> RECORDS FOR THIS EXERCISE:
◇ ◇ ◇ ◇ ◇ ◇ ◇
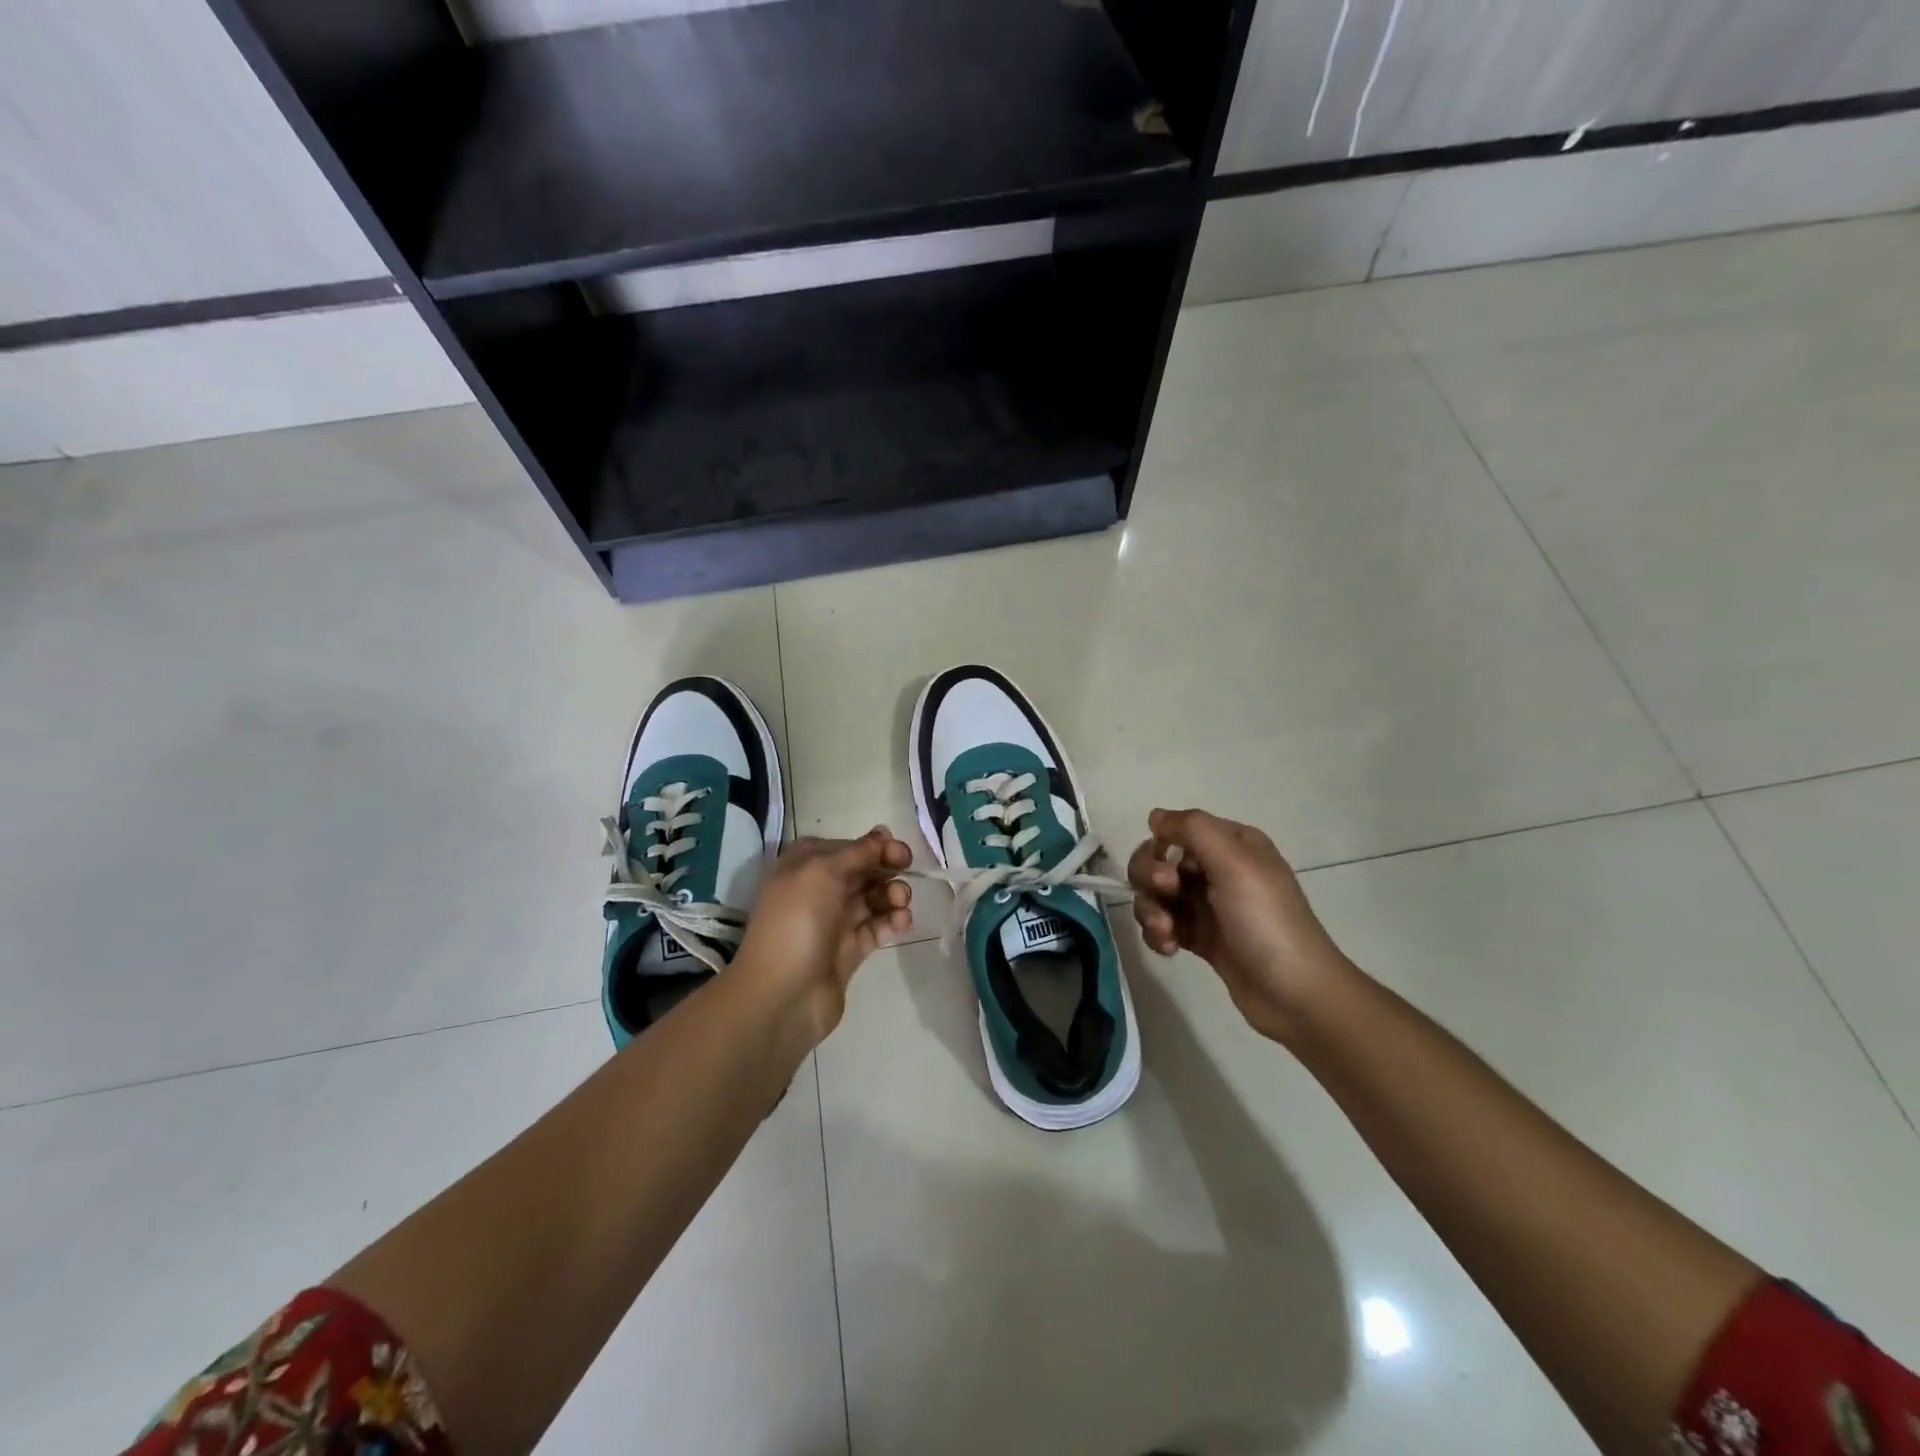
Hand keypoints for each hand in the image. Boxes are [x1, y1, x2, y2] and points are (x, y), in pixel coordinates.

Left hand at [733, 827, 913, 1044]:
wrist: (782, 996)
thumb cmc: (796, 922)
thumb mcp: (822, 872)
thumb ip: (857, 852)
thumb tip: (882, 834)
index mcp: (802, 867)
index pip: (844, 847)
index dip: (872, 846)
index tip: (898, 851)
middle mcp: (817, 891)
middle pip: (861, 871)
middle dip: (886, 868)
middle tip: (907, 870)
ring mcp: (832, 923)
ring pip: (871, 899)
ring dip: (892, 894)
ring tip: (901, 902)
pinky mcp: (848, 951)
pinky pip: (876, 928)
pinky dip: (891, 921)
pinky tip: (902, 921)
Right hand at [1127, 808, 1351, 1043]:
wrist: (1295, 994)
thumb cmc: (1266, 921)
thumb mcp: (1235, 863)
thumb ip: (1193, 829)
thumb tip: (1155, 816)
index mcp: (1232, 844)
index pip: (1177, 830)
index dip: (1161, 848)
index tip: (1167, 872)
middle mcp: (1218, 869)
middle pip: (1159, 860)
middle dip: (1150, 879)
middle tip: (1167, 897)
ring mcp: (1207, 905)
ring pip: (1156, 894)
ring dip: (1151, 910)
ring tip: (1167, 933)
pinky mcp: (1199, 937)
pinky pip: (1162, 924)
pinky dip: (1158, 933)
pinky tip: (1170, 949)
◇ ◇ ◇ ◇ ◇ ◇ ◇
> ABOUT THIS EXERCISE:
Looking at the material, work out the number of lines holding "pinky", and write that number alone.

> FINISHED EXERCISE:
8